_Work item_. Word for word, repeat everything in the records below except the pictures.

_Supplied data_.
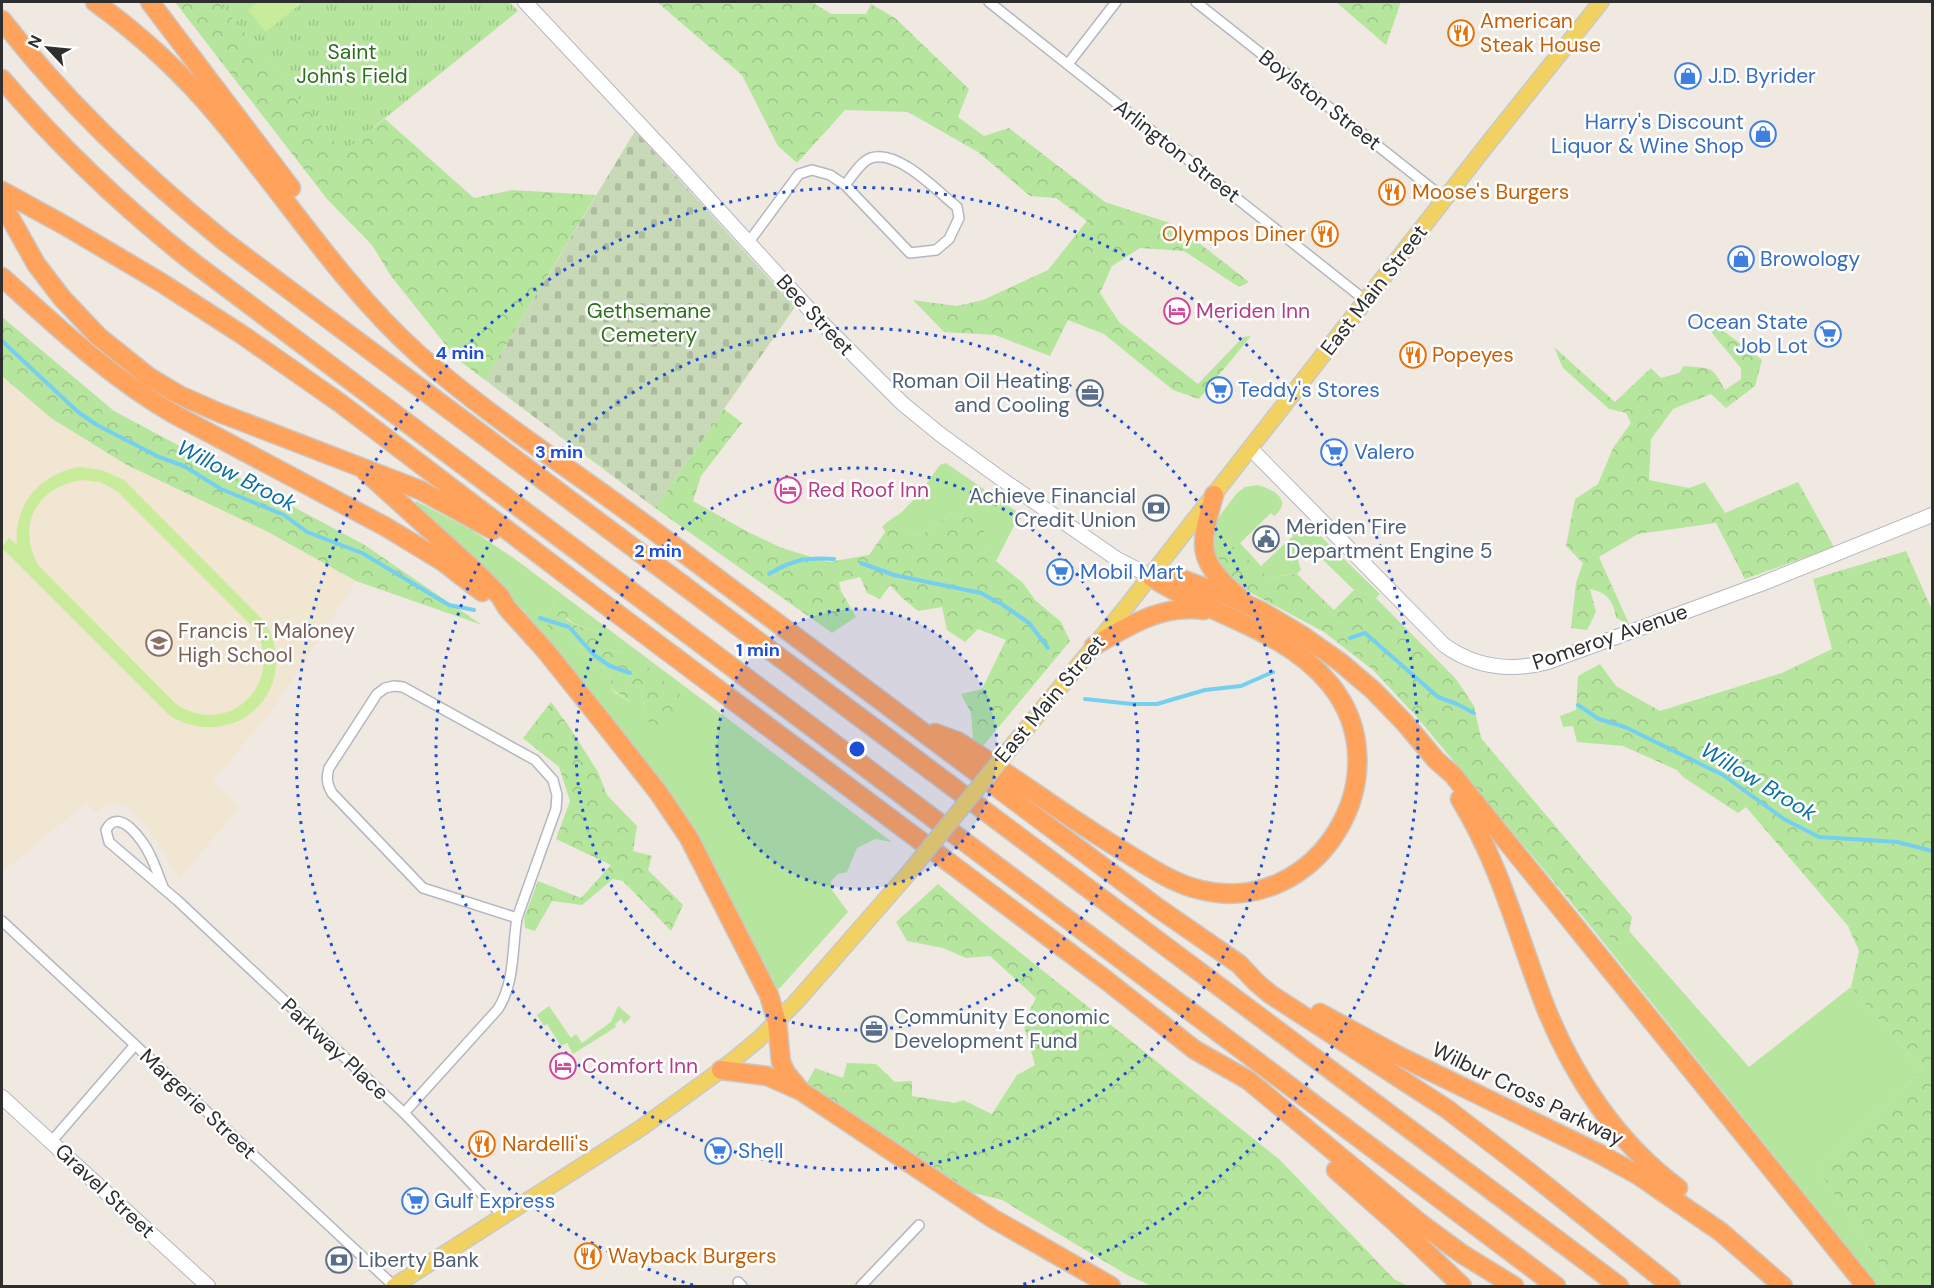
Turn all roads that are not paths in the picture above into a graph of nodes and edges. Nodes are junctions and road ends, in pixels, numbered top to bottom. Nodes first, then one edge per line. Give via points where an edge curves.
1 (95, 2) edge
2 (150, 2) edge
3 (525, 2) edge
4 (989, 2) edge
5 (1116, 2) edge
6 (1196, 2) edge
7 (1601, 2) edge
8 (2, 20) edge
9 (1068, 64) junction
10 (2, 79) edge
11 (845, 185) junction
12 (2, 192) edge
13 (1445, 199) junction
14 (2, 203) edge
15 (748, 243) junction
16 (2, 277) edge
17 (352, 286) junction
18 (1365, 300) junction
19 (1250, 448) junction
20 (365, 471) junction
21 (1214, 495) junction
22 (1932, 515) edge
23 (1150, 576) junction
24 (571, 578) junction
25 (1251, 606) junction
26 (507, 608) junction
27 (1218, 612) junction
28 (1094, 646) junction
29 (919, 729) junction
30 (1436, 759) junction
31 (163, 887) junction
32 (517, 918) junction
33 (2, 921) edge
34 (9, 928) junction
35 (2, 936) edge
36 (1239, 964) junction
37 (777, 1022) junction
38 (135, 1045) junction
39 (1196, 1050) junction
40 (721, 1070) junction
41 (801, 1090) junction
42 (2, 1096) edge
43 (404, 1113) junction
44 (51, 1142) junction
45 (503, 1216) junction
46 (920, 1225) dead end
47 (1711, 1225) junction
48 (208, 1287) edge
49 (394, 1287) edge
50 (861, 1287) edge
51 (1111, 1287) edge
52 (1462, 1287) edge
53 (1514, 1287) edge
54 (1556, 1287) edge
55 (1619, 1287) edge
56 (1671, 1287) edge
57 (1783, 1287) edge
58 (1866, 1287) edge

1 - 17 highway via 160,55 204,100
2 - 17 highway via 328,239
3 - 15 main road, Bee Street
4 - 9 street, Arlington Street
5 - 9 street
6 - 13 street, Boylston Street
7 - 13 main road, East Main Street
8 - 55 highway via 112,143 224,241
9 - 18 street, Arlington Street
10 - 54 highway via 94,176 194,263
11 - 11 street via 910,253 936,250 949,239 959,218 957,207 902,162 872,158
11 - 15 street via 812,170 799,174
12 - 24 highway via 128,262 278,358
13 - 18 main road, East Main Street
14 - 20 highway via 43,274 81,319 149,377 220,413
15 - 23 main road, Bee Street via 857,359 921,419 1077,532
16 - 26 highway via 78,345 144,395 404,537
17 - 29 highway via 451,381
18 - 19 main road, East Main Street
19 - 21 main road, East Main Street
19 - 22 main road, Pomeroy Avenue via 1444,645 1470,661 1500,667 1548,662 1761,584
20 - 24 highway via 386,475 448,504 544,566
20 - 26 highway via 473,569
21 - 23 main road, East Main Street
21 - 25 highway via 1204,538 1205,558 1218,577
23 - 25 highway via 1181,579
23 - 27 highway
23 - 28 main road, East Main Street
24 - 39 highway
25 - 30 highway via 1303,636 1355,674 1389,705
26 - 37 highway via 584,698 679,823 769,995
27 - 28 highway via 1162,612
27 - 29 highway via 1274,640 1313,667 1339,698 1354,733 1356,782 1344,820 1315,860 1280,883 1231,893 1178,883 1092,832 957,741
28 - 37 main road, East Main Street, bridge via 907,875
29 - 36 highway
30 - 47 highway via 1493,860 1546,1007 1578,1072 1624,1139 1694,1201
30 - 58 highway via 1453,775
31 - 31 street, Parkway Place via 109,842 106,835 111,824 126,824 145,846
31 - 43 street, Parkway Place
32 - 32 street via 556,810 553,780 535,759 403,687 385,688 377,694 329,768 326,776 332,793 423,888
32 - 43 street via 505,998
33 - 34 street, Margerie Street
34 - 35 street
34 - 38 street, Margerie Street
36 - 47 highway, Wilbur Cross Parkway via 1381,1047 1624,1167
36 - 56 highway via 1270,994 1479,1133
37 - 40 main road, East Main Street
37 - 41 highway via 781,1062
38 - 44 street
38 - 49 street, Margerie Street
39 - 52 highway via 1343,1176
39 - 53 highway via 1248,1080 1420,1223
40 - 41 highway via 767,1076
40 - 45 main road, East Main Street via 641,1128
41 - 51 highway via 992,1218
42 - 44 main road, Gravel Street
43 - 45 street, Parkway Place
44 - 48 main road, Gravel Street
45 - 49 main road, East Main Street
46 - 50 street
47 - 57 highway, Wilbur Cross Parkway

_Solution_.
Turn all roads that are not paths in the picture above into a graph of nodes and edges. Nodes are junctions and road ends, in pixels, numbered top to bottom. Nodes first, then one edge per line. Give via points where an edge curves.
1 (95, 2) edge
2 (150, 2) edge
3 (525, 2) edge
4 (989, 2) edge
5 (1116, 2) edge
6 (1196, 2) edge
7 (1601, 2) edge
8 (2, 20) edge
9 (1068, 64) junction
10 (2, 79) edge
11 (845, 185) junction
12 (2, 192) edge
13 (1445, 199) junction
14 (2, 203) edge
15 (748, 243) junction
16 (2, 277) edge
17 (352, 286) junction
18 (1365, 300) junction
19 (1250, 448) junction
20 (365, 471) junction
21 (1214, 495) junction
22 (1932, 515) edge
23 (1150, 576) junction
24 (571, 578) junction
25 (1251, 606) junction
26 (507, 608) junction
27 (1218, 612) junction
28 (1094, 646) junction
29 (919, 729) junction
30 (1436, 759) junction
31 (163, 887) junction
32 (517, 918) junction
33 (2, 921) edge
34 (9, 928) junction
35 (2, 936) edge
36 (1239, 964) junction
37 (777, 1022) junction
38 (135, 1045) junction
39 (1196, 1050) junction
40 (721, 1070) junction
41 (801, 1090) junction
42 (2, 1096) edge
43 (404, 1113) junction
44 (51, 1142) junction
45 (503, 1216) junction
46 (920, 1225) dead end
47 (1711, 1225) junction
48 (208, 1287) edge
49 (394, 1287) edge
50 (861, 1287) edge
51 (1111, 1287) edge
52 (1462, 1287) edge
53 (1514, 1287) edge
54 (1556, 1287) edge
55 (1619, 1287) edge
56 (1671, 1287) edge
57 (1783, 1287) edge
58 (1866, 1287) edge

1 - 17 highway via 160,55 204,100
2 - 17 highway via 328,239
3 - 15 main road, Bee Street
4 - 9 street, Arlington Street
5 - 9 street
6 - 13 street, Boylston Street
7 - 13 main road, East Main Street
8 - 55 highway via 112,143 224,241
9 - 18 street, Arlington Street
10 - 54 highway via 94,176 194,263
11 - 11 street via 910,253 936,250 949,239 959,218 957,207 902,162 872,158
11 - 15 street via 812,170 799,174
12 - 24 highway via 128,262 278,358
13 - 18 main road, East Main Street
14 - 20 highway via 43,274 81,319 149,377 220,413
15 - 23 main road, Bee Street via 857,359 921,419 1077,532
16 - 26 highway via 78,345 144,395 404,537
17 - 29 highway via 451,381
18 - 19 main road, East Main Street
19 - 21 main road, East Main Street
19 - 22 main road, Pomeroy Avenue via 1444,645 1470,661 1500,667 1548,662 1761,584
20 - 24 highway via 386,475 448,504 544,566
20 - 26 highway via 473,569
21 - 23 main road, East Main Street
21 - 25 highway via 1204,538 1205,558 1218,577
23 - 25 highway via 1181,579
23 - 27 highway
23 - 28 main road, East Main Street
24 - 39 highway
25 - 30 highway via 1303,636 1355,674 1389,705
26 - 37 highway via 584,698 679,823 769,995
27 - 28 highway via 1162,612
27 - 29 highway via 1274,640 1313,667 1339,698 1354,733 1356,782 1344,820 1315,860 1280,883 1231,893 1178,883 1092,832 957,741
28 - 37 main road, East Main Street, bridge via 907,875
29 - 36 highway
30 - 47 highway via 1493,860 1546,1007 1578,1072 1624,1139 1694,1201
30 - 58 highway via 1453,775
31 - 31 street, Parkway Place via 109,842 106,835 111,824 126,824 145,846
31 - 43 street, Parkway Place
32 - 32 street via 556,810 553,780 535,759 403,687 385,688 377,694 329,768 326,776 332,793 423,888
32 - 43 street via 505,998
33 - 34 street, Margerie Street
34 - 35 street
34 - 38 street, Margerie Street
36 - 47 highway, Wilbur Cross Parkway via 1381,1047 1624,1167
36 - 56 highway via 1270,994 1479,1133
37 - 40 main road, East Main Street
37 - 41 highway via 781,1062
38 - 44 street
38 - 49 street, Margerie Street
39 - 52 highway via 1343,1176
39 - 53 highway via 1248,1080 1420,1223
40 - 41 highway via 767,1076
40 - 45 main road, East Main Street via 641,1128
41 - 51 highway via 992,1218
42 - 44 main road, Gravel Street
43 - 45 street, Parkway Place
44 - 48 main road, Gravel Street
45 - 49 main road, East Main Street
46 - 50 street
47 - 57 highway, Wilbur Cross Parkway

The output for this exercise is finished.